**ACTIVITY:**
Only text belongs in your copy of the listing below; reproduce it exactly and leave out the pictures.

**TASK DATA:**
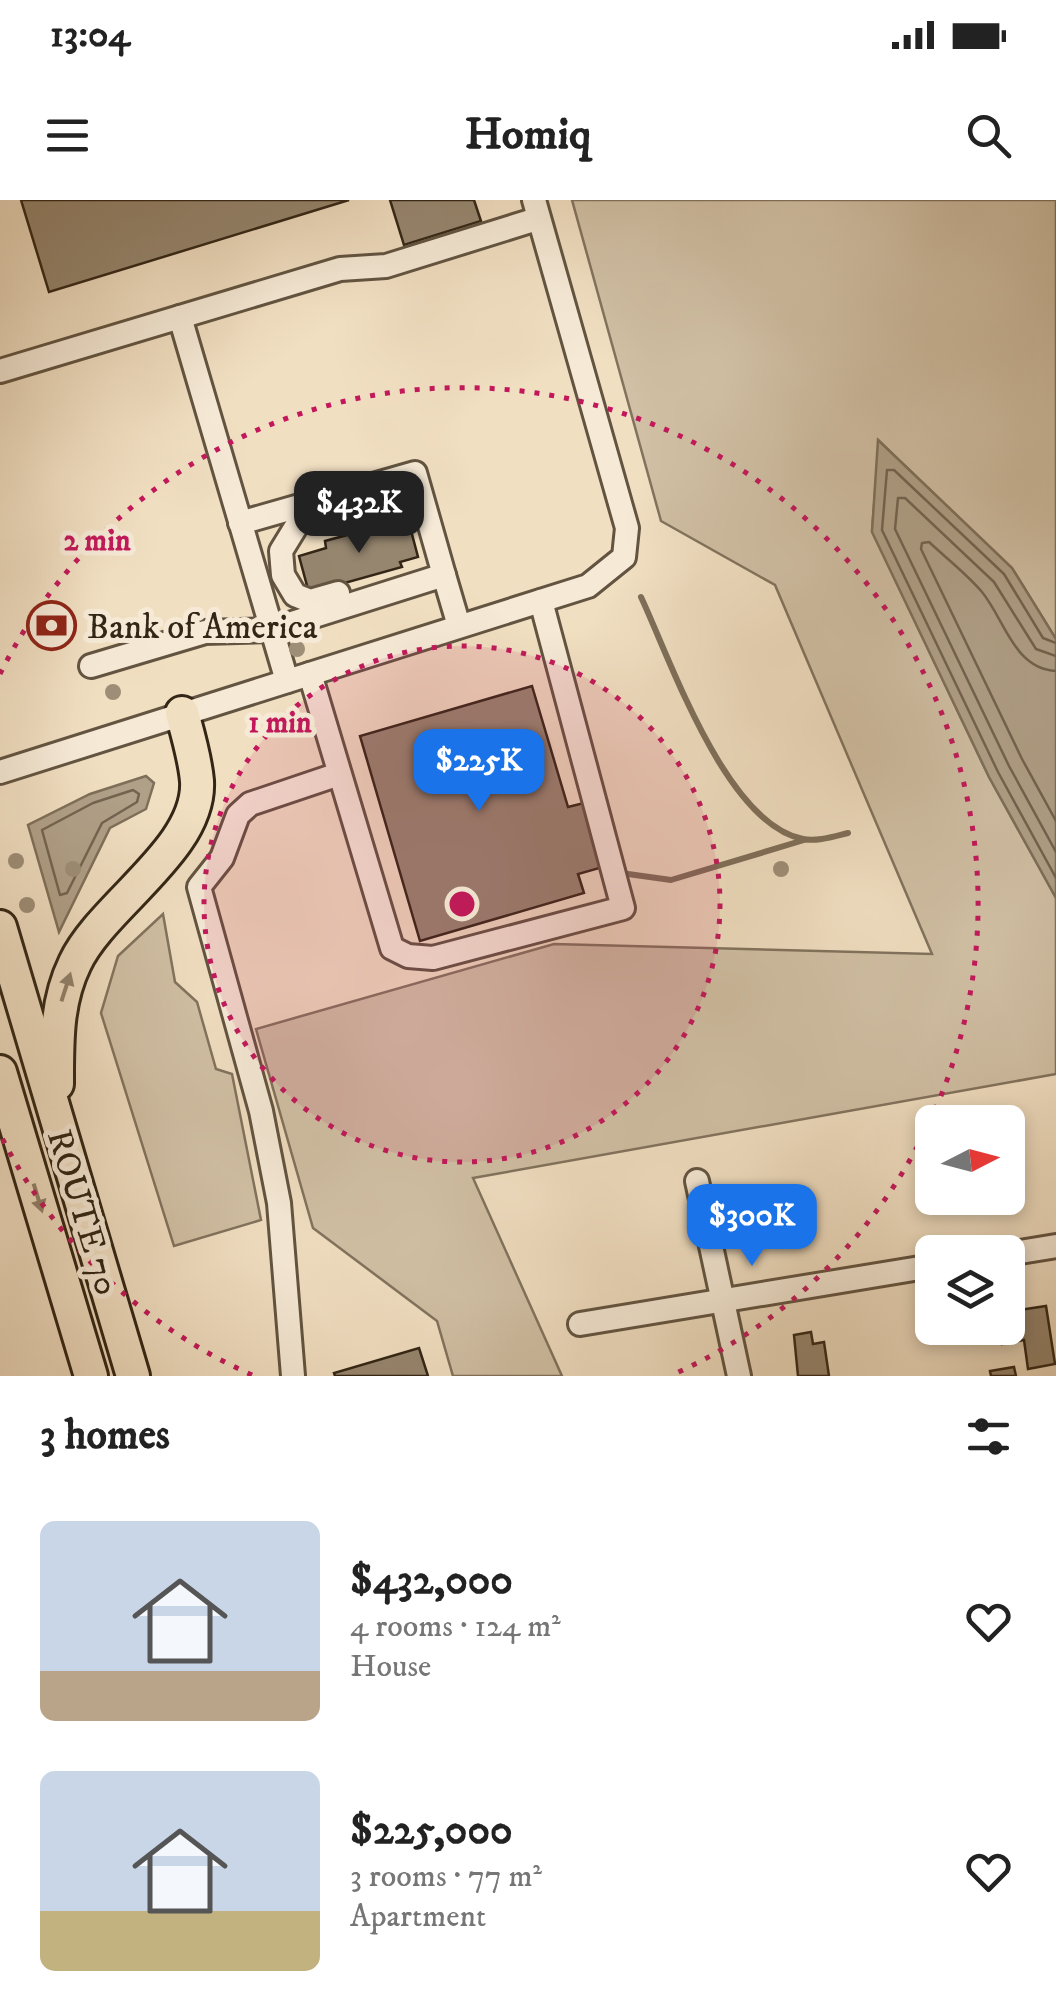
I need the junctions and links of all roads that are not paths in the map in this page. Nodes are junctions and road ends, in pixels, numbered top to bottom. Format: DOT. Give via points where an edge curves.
graph roads {
  1 [pos="536,210"];
  2 [pos="180,318"];
  3 [pos="0,371"];
  4 [pos="418,486"];
  5 [pos="240,523"];
  6 [pos="444,575"];
  7 [pos="414,584"];
  8 [pos="541,601"];
  9 [pos="460,626"];
  10 [pos="270,630"];
  11 [pos="91,666"];
  12 [pos="310,674"];
  13 [pos="287,681"];
  14 [pos="182,713"];
  15 [pos="0,772"];
  16 [pos="338,774"];
  17 [pos="0,927"];
  18 [pos="0,1072"];
  19 [pos="57,1119"];
  20 [pos="697,1181"];
  21 [pos="1056,1246"];
  22 [pos="1025,1251"];
  23 [pos="915,1269"];
  24 [pos="723,1300"];
  25 [pos="580,1324"];
  26 [pos="91,1376"];
  27 [pos="133,1376"];
  28 [pos="293,1376"];
  29 [pos="739,1376"];
  1 -- 2 [label="street" via="386,266 340,269"];
  1 -- 8 [label="street" via="627,528 624,556 588,586"];
  2 -- 3 [label="street"];
  2 -- 5 [label="street"];
  4 -- 5 [label="street" via="415,472"];
  4 -- 6 [label="street"];
  4 -- 7 [label="street" via="300,520 281,551 283,575 295,595 310,601 387,579"];
  5 -- 10 [label="street"];
  6 -- 7 [label="street"];
  6 -- 9 [label="street"];
  7 -- 10 [label="street"];
  8 -- 9 [label="street"];
  8 -- 16 [label="street" via="623,908 433,958 408,956 392,948"];
  9 -- 12 [label="street"];
  10 -- 11 [label="street" via="205,632"];
  10 -- 13 [label="street"];
  12 -- 13 [label="street"];
  12 -- 16 [label="street"];
  13 -- 14 [label="street"];
  14 -- 15 [label="street"];
  19 -- 14 [label="highway, one-way" via="60,1008 74,963 170,848 196,802"];
  16 -- 28 [label="street" via="250,804 199,887 261,1111 279,1203"];
  17 -- 19 [label="highway, ROUTE 70"];
  18 -- 26 [label="highway, ROUTE 70, one-way"];
  19 -- 27 [label="highway, ROUTE 70"];
  20 -- 24 [label="street"];
  21 -- 22 [label="street"];
  23 -- 24 [label="street"];
  24 -- 25 [label="street"];
  24 -- 29 [label="street"];
}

**TASK ANSWER:**
I need the junctions and links of all roads that are not paths in the map in this page. Nodes are junctions and road ends, in pixels, numbered top to bottom. Format: DOT. Give via points where an edge curves.
graph roads {
  1 [pos="536,210"];
  2 [pos="180,318"];
  3 [pos="0,371"];
  4 [pos="418,486"];
  5 [pos="240,523"];
  6 [pos="444,575"];
  7 [pos="414,584"];
  8 [pos="541,601"];
  9 [pos="460,626"];
  10 [pos="270,630"];
  11 [pos="91,666"];
  12 [pos="310,674"];
  13 [pos="287,681"];
  14 [pos="182,713"];
  15 [pos="0,772"];
  16 [pos="338,774"];
  17 [pos="0,927"];
  18 [pos="0,1072"];
  19 [pos="57,1119"];
  20 [pos="697,1181"];
  21 [pos="1056,1246"];
  22 [pos="1025,1251"];
  23 [pos="915,1269"];
  24 [pos="723,1300"];
  25 [pos="580,1324"];
  26 [pos="91,1376"];
  27 [pos="133,1376"];
  28 [pos="293,1376"];
  29 [pos="739,1376"];
  1 -- 2 [label="street" via="386,266 340,269"];
  1 -- 8 [label="street" via="627,528 624,556 588,586"];
  2 -- 3 [label="street"];
  2 -- 5 [label="street"];
  4 -- 5 [label="street" via="415,472"];
  4 -- 6 [label="street"];
  4 -- 7 [label="street" via="300,520 281,551 283,575 295,595 310,601 387,579"];
  5 -- 10 [label="street"];
  6 -- 7 [label="street"];
  6 -- 9 [label="street"];
  7 -- 10 [label="street"];
  8 -- 9 [label="street"];
  8 -- 16 [label="street" via="623,908 433,958 408,956 392,948"];
  9 -- 12 [label="street"];
  10 -- 11 [label="street" via="205,632"];
  10 -- 13 [label="street"];
  12 -- 13 [label="street"];
  12 -- 16 [label="street"];
  13 -- 14 [label="street"];
  14 -- 15 [label="street"];
  19 -- 14 [label="highway, one-way" via="60,1008 74,963 170,848 196,802"];
  16 -- 28 [label="street" via="250,804 199,887 261,1111 279,1203"];
  17 -- 19 [label="highway, ROUTE 70"];
  18 -- 26 [label="highway, ROUTE 70, one-way"];
  19 -- 27 [label="highway, ROUTE 70"];
  20 -- 24 [label="street"];
  21 -- 22 [label="street"];
  23 -- 24 [label="street"];
  24 -- 25 [label="street"];
  24 -- 29 [label="street"];
}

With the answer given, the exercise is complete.